All the data must be output exactly as given.

◆ **Dataset items**:
_ _ _ _

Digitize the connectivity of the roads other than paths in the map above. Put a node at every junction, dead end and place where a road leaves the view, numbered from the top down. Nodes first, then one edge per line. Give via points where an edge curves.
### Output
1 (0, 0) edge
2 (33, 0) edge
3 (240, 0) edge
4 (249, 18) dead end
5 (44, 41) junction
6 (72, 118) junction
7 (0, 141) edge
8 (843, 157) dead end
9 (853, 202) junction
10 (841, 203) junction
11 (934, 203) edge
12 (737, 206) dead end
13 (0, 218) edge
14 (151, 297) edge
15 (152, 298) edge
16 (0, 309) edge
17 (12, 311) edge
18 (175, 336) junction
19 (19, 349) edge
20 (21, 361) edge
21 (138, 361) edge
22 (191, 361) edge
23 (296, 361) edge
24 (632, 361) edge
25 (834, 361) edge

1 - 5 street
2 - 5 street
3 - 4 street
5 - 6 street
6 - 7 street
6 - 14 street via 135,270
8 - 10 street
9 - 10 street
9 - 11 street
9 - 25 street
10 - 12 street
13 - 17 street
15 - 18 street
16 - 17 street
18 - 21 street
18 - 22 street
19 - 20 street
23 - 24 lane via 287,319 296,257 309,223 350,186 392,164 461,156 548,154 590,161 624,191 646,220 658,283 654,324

_ _ _ _

◆ **Your response**:
Digitize the connectivity of the roads other than paths in the map above. Put a node at every junction, dead end and place where a road leaves the view, numbered from the top down. Nodes first, then one edge per line. Give via points where an edge curves.
### Output
1 (0, 0) edge
2 (33, 0) edge
3 (240, 0) edge
4 (249, 18) dead end
5 (44, 41) junction
6 (72, 118) junction
7 (0, 141) edge
8 (843, 157) dead end
9 (853, 202) junction
10 (841, 203) junction
11 (934, 203) edge
12 (737, 206) dead end
13 (0, 218) edge
14 (151, 297) edge
15 (152, 298) edge
16 (0, 309) edge
17 (12, 311) edge
18 (175, 336) junction
19 (19, 349) edge
20 (21, 361) edge
21 (138, 361) edge
22 (191, 361) edge
23 (296, 361) edge
24 (632, 361) edge
25 (834, 361) edge

1 - 5 street
2 - 5 street
3 - 4 street
5 - 6 street
6 - 7 street
6 - 14 street via 135,270
8 - 10 street
9 - 10 street
9 - 11 street
9 - 25 street
10 - 12 street
13 - 17 street
15 - 18 street
16 - 17 street
18 - 21 street
18 - 22 street
19 - 20 street
23 - 24 lane via 287,319 296,257 309,223 350,186 392,164 461,156 548,154 590,161 624,191 646,220 658,283 654,324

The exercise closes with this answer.